O primeiro é resultado do desprezível libelo condenatório trazido a vida jurídica nacional pelo juizeco de Curitiba como ato final de sua cruzada imoral e vergonhosa contra a maior liderança popular da história do Brasil. Em uma peça condenatória de mais de 200 páginas, uma aberração diante da sobriedade e tranquilidade comuns ao direito penal, ficam claros tanto o desprezo do juiz pela tradição jurídica nacional quanto sua ignorância dos elementos mais fundamentais do direito pátrio. Gastando sessenta páginas para falar de si mesmo, num arroubo narcísico que o mergulha definitivamente no ridículo, e ignorando completamente as provas postas no processo o que resulta é a manifestação do ódio mais irracional, que, para satisfazer seus apetites, nega ao réu os direitos consagrados da tradição jurídica de nossa civilização.

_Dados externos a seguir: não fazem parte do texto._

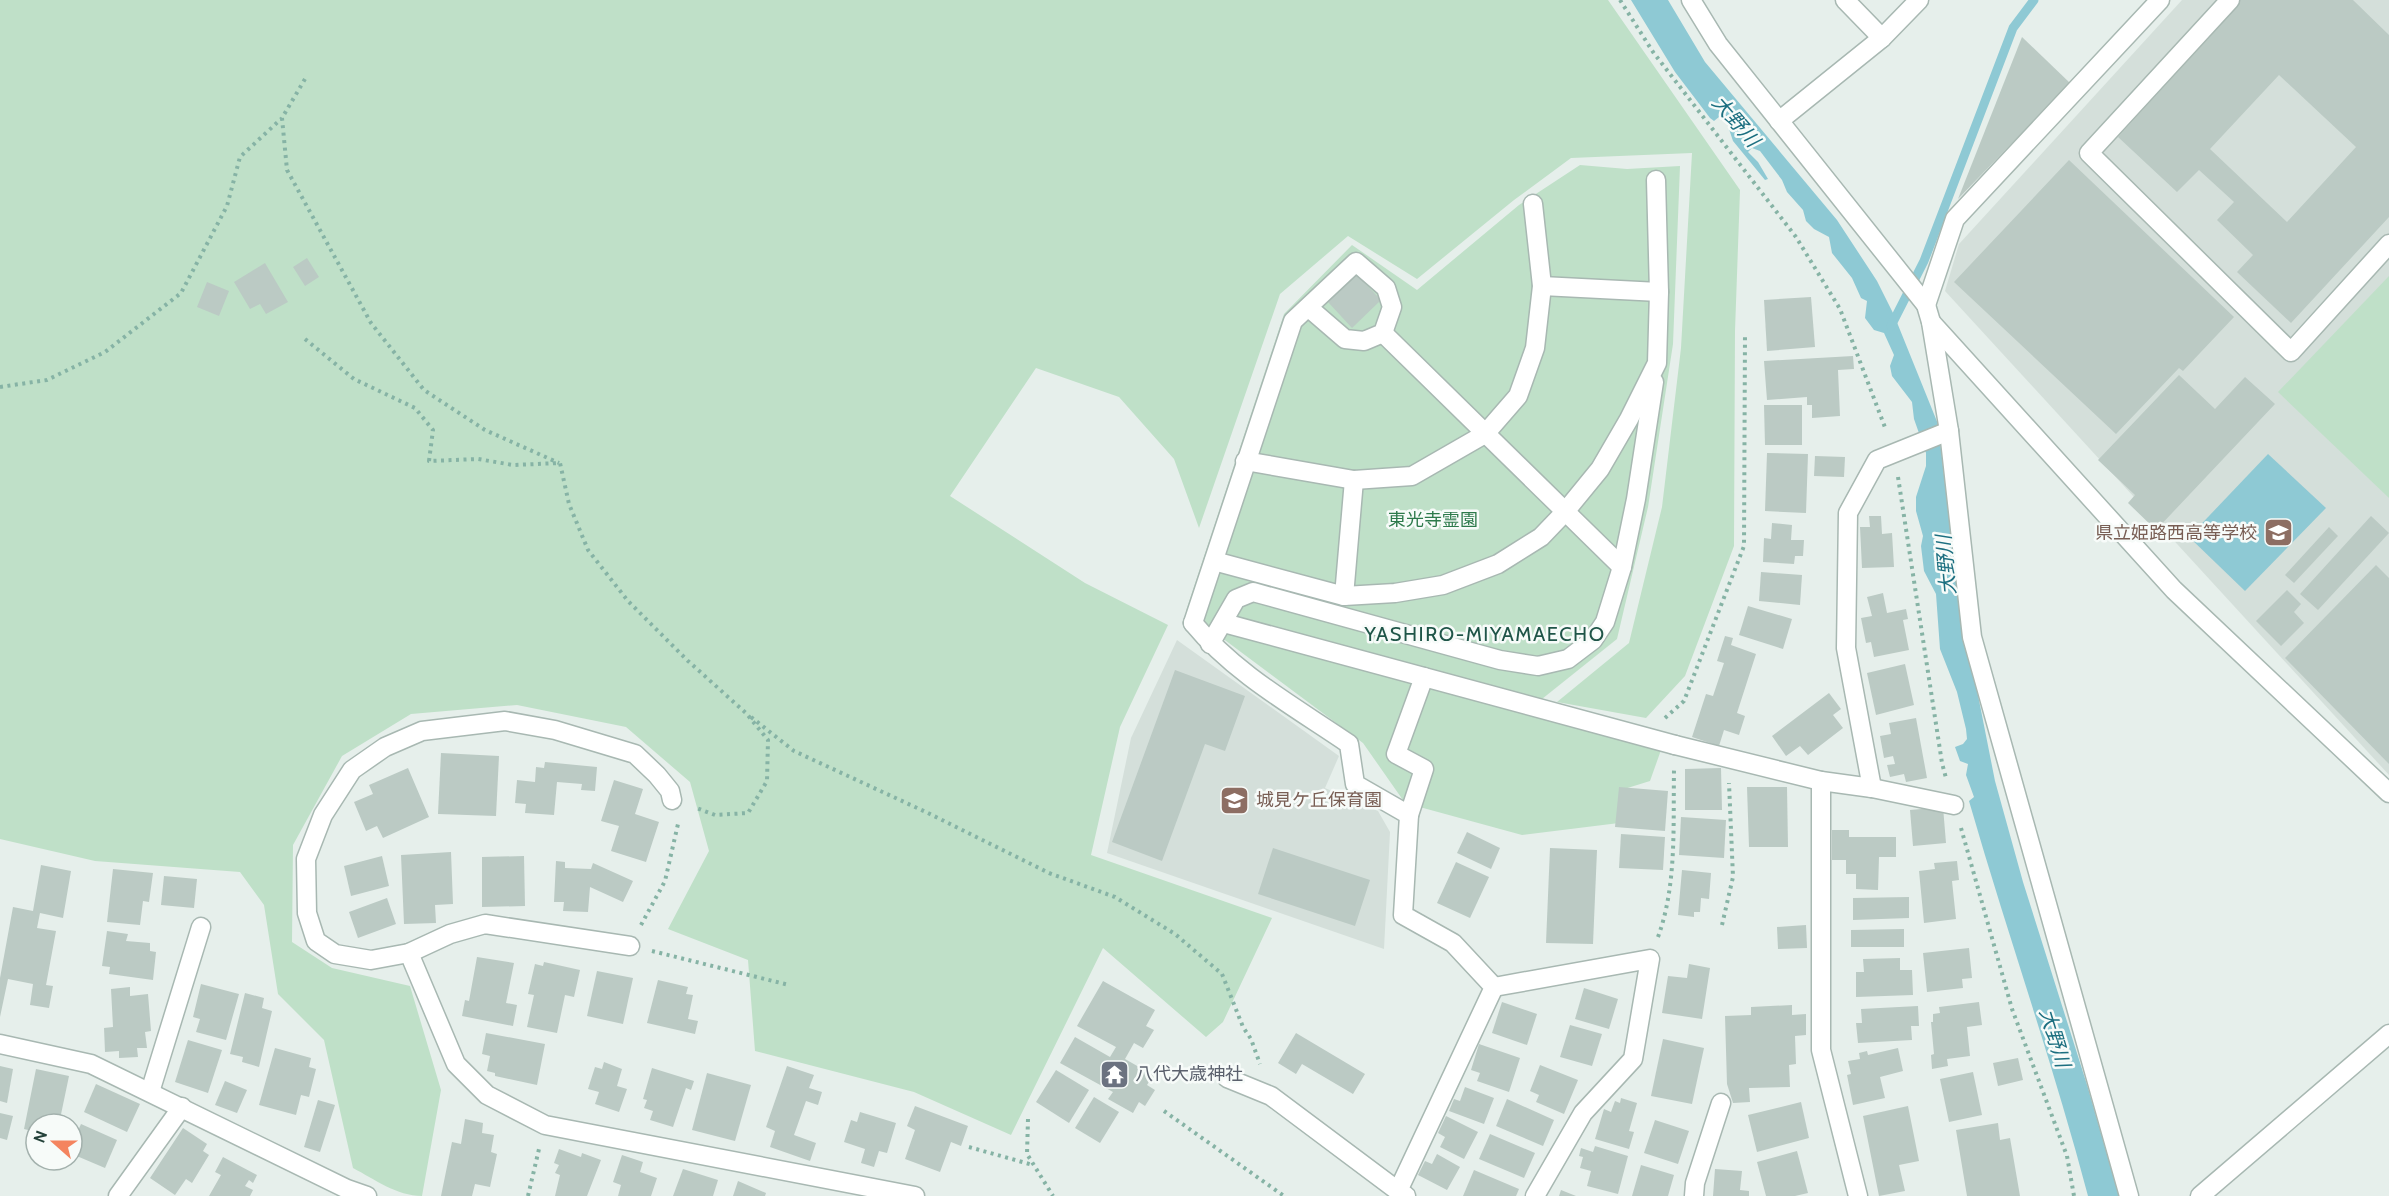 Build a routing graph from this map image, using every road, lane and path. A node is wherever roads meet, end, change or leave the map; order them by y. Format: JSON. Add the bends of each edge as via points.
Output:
{"nodes":[{"id":1,"x":1620,"y":0,"type":"edge"},
{"id":2,"x":1691,"y":0,"type":"edge"},
{"id":3,"x":1845,"y":0,"type":"edge"},
{"id":4,"x":1919,"y":0,"type":"edge"},
{"id":5,"x":2160,"y":0,"type":"edge"},
{"id":6,"x":2230,"y":0,"type":"edge"},
{"id":7,"x":1882,"y":38,"type":"junction"},
{"id":8,"x":305,"y":78,"type":"dead end"},
{"id":9,"x":282,"y":118,"type":"junction"},
{"id":10,"x":1779,"y":121,"type":"junction"},
{"id":11,"x":1656,"y":180,"type":"dead end"},
{"id":12,"x":1533,"y":204,"type":"dead end"},
{"id":13,"x":2389,"y":244,"type":"edge"},
{"id":14,"x":1542,"y":286,"type":"junction"},
{"id":15,"x":1659,"y":292,"type":"junction"},
{"id":16,"x":1309,"y":308,"type":"junction"},
{"id":17,"x":1928,"y":313,"type":"junction"},
{"id":18,"x":1383,"y":333,"type":"junction"},
{"id":19,"x":1745,"y":333,"type":"dead end"},
{"id":20,"x":305,"y":339,"type":"dead end"},
{"id":21,"x":1657,"y":363,"type":"junction"},
{"id":22,"x":0,"y":387,"type":"edge"},
{"id":23,"x":1949,"y":431,"type":"junction"},
{"id":24,"x":1485,"y":434,"type":"junction"},
{"id":25,"x":1894,"y":453,"type":"junction"},
{"id":26,"x":1245,"y":461,"type":"junction"},
{"id":27,"x":560,"y":463,"type":"junction"},
{"id":28,"x":1354,"y":480,"type":"junction"},
{"id":29,"x":1564,"y":513,"type":"junction"},
{"id":30,"x":1214,"y":561,"type":"junction"},
{"id":31,"x":1622,"y":567,"type":"junction"},
{"id":32,"x":1344,"y":596,"type":"junction"},
{"id":33,"x":1224,"y":623,"type":"junction"},
{"id":34,"x":1210,"y":644,"type":"junction"},
{"id":35,"x":1424,"y":677,"type":"junction"},
{"id":36,"x":746,"y":713,"type":"junction"},
{"id":37,"x":1645,"y":736,"type":"junction"},
{"id":38,"x":1675,"y":745,"type":"junction"},
{"id":39,"x":1728,"y":758,"type":"junction"},
{"id":40,"x":1821,"y":781,"type":"junction"},
{"id":41,"x":1872,"y":788,"type":"junction"},
{"id":42,"x":2389,"y":793,"type":"edge"},
{"id":43,"x":672,"y":800,"type":"junction"},
{"id":44,"x":1954,"y":805,"type":"junction"},
{"id":45,"x":1409,"y":815,"type":"junction"},
{"id":46,"x":1722,"y":925,"type":"dead end"},
{"id":47,"x":201,"y":927,"type":"dead end"},
{"id":48,"x":630,"y":946,"type":"junction"},
{"id":49,"x":409,"y":953,"type":"junction"},
{"id":50,"x":1650,"y":959,"type":"junction"},
{"id":51,"x":789,"y":985,"type":"dead end"},
{"id":52,"x":1494,"y":987,"type":"junction"},
{"id":53,"x":2389,"y":1034,"type":"edge"},
{"id":54,"x":0,"y":1044,"type":"edge"},
{"id":55,"x":1227,"y":1078,"type":"dead end"},
{"id":56,"x":150,"y":1092,"type":"junction"},
{"id":57,"x":1270,"y":1096,"type":"junction"},
{"id":58,"x":1721,"y":1103,"type":"dead end"},
{"id":59,"x":182,"y":1107,"type":"junction"},
{"id":60,"x":1164,"y":1111,"type":"dead end"},
{"id":61,"x":1028,"y":1119,"type":"dead end"},
{"id":62,"x":544,"y":1125,"type":"junction"},
{"id":63,"x":969,"y":1147,"type":"dead end"},
{"id":64,"x":1034,"y":1166,"type":"junction"},
{"id":65,"x":1402,"y":1194,"type":"edge"},
{"id":66,"x":118,"y":1196,"type":"edge"},
{"id":67,"x":367,"y":1196,"type":"edge"},
{"id":68,"x":528,"y":1196,"type":"edge"},
{"id":69,"x":915,"y":1196,"type":"edge"},
{"id":70,"x":1053,"y":1196,"type":"edge"},
{"id":71,"x":1284,"y":1196,"type":"edge"},
{"id":72,"x":1535,"y":1196,"type":"edge"},
{"id":73,"x":1694,"y":1196,"type":"edge"},
{"id":74,"x":1858,"y":1196,"type":"edge"},
{"id":75,"x":2074,"y":1196,"type":"edge"},
{"id":76,"x":2129,"y":1196,"type":"edge"},
{"id":77,"x":2200,"y":1196,"type":"edge"}],
"edges":[{"from":1,"to":25,"type":"path","via":[[1653,52],[1796,237],[1840,309]]},
{"from":2,"to":10,"type":"street","via":[[1718,44]]},
{"from":3,"to":7,"type":"street"},
{"from":4,"to":7,"type":"street"},
{"from":5,"to":17,"type":"street","via":[[1955,219]]},
{"from":6,"to":13,"type":"street","via":[[2089,153],[2291,352]]},
{"from":7,"to":10,"type":"street"},
{"from":8,"to":9,"type":"path"},
{"from":9,"to":22,"type":"path","via":[[240,157],[227,206],[181,292],[105,352],[47,380]]},
{"from":9,"to":27,"type":"path","via":[[287,170],[371,323],[424,390],[485,430]]},
{"from":10,"to":17,"type":"street"},
{"from":11,"to":15,"type":"street"},
{"from":12,"to":14,"type":"street"},
{"from":14,"to":15,"type":"street"},
{"from":14,"to":24,"type":"street","via":[[1535,348],[1518,396]]},
{"from":15,"to":21,"type":"street"},
{"from":16,"to":18,"type":"street","via":[[1346,339],[1364,341]]},
{"from":16,"to":18,"type":"street","via":[[1356,262],[1386,288],[1392,307]]},
{"from":16,"to":26,"type":"street","via":[[1293,321]]},
{"from":17,"to":23,"type":"street"},
{"from":17,"to":42,"type":"street","via":[[2174,590]]},
{"from":18,"to":24,"type":"street"},
{"from":19,"to":37,"type":"path","via":[[1744,546],[1684,701]]},
{"from":20,"to":27,"type":"path","via":[[354,379],[415,408],[433,430],[429,461]]},
{"from":21,"to":29,"type":"street","via":[[1600,469]]},
{"from":21,"to":31,"type":"street"},
{"from":23,"to":25,"type":"street"},
{"from":23,"to":76,"type":"street","via":[[1972,637]]},
{"from":24,"to":28,"type":"street","via":[[1412,476]]},
{"from":24,"to":29,"type":"street"},
{"from":25,"to":41,"type":"street","via":[[1877,460],[1848,513],[1846,648]]},
{"from":25,"to":44,"type":"path","via":[[1942,763]]},
{"from":26,"to":28,"type":"street"},
{"from":26,"to":30,"type":"street"},
{"from":27,"to":36,"type":"path","via":[[569,504],[588,550],[635,608]]},
{"from":28,"to":32,"type":"street"},
{"from":29,"to":31,"type":"street"},
{"from":29,"to":32,"type":"street","via":[[1540,537],[1498,564],[1443,585]]},
{"from":30,"to":32,"type":"street"},
{"from":30,"to":34,"type":"street","via":[[1193,623]]},
{"from":31,"to":33,"type":"street","via":[[1605,622],[1593,640],[1568,659],[1538,666],[1500,660],[1253,592],[1236,598]]},
{"from":33,"to":34,"type":"street"},
{"from":33,"to":35,"type":"street"},
{"from":34,"to":45,"type":"street","via":[[1349,744],[1355,784]]},
{"from":35,"to":37,"type":"street"},
{"from":35,"to":45,"type":"street","via":[[1396,754],[1424,769]]},
{"from":36,"to":43,"type":"path","via":[[768,740],[766,782],[748,813],[715,814]]},
{"from":36,"to":57,"type":"path","via":[[794,751],[1049,873],[1115,897],[1175,934],[1222,974],[1251,1039]]},
{"from":37,"to":38,"type":"street"},
{"from":38,"to":39,"type":"street"},
{"from":38,"to":50,"type":"path","via":[[1666,916]]},
{"from":39,"to":40,"type":"street"},
{"from":39,"to":46,"type":"path","via":[[1734,877]]},
{"from":40,"to":41,"type":"street"},
{"from":40,"to":74,"type":"street","via":[[1821,1050]]},
{"from":41,"to":44,"type":"street"},
{"from":43,"to":48,"type":"path","via":[[679,820],[665,881]]},
{"from":43,"to":49,"type":"street","via":[[670,791],[635,754],[555,730],[506,722],[422,731],[385,747],[352,770],[323,815],[306,859],[306,913],[316,941],[335,954],[371,960]]},
{"from":44,"to":75,"type":"path","via":[[2012,1009],[2067,1156]]},
{"from":45,"to":52,"type":"street","via":[[1403,915],[1452,943]]},
{"from":47,"to":56,"type":"street"},
{"from":48,"to":49,"type":"street","via":[[485,924],[450,934]]},
{"from":48,"to":51,"type":"path"},
{"from":49,"to":62,"type":"street","via":[[456,1064],[487,1095]]},
{"from":50,"to":52,"type":"street"},
{"from":50,"to":72,"type":"street","via":[[1633,1059],[1583,1113]]},
{"from":52,"to":65,"type":"street"},
{"from":53,"to":77,"type":"street"},
{"from":54,"to":56,"type":"street","via":[[91,1064]]},
{"from":55,"to":57,"type":"street"},
{"from":56,"to":59,"type":"street"},
{"from":57,"to":65,"type":"street"},
{"from":58,"to":73,"type":"street"},
{"from":59,"to":66,"type":"street"},
{"from":59,"to":67,"type":"street"},
{"from":60,"to":71,"type":"path"},
{"from":61,"to":64,"type":"path","via":[[1027,1154]]},
{"from":62,"to":68,"type":"path"},
{"from":62,"to":69,"type":"street"},
{"from":63,"to":64,"type":"path"},
{"from":64,"to":70,"type":"path"}]}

O direito penal deve ser, e é, cuidadoso quando constrói sentenças por conta de sua possibilidade de cometer erros irreparáveis. Lembro, a título de exemplo , o caso de Lena Backer, a afro-americana que na década de 1940 foi condenada a morte por assassinato e para a família de quem recentemente Barak Obama pediu perdão, ao ficar comprovado que ela agiu em legítima defesa e que sua condenação foi resultado de sentimentos racistas do juiz e do júri. Para que fatos como esse não se repitam o direito penal se orienta, enfaticamente, por regras sem as quais a justiça é impraticável, como a presunção da inocência, a dúvida em favor do réu e a imperatividade de provas materiais para se afirmar a culpa. Todas estas regras foram desrespeitadas por Moro para poder condenar Lula. Das evidências, presentes no processo, a única conclusão séria é a de que Lula é inocente, as provas apontam isto de forma inexorável. Entre as provas e a sentença se explicita a contradição própria do paradoxo, sua incoerência diante das premissas, e também o verdadeiro motivador da sentença, o ódio. Ódio, contra os pobres, e narcisismo, próprio da pouca inteligência de certos setores da elite, os mesmos que estão causando a ruína de nosso país, são as substâncias que o juiz usou para tecer sua sentença, e para dar lugar a eles precisou subtrair a lei, a ética, a razão e qualquer intenção de justiça.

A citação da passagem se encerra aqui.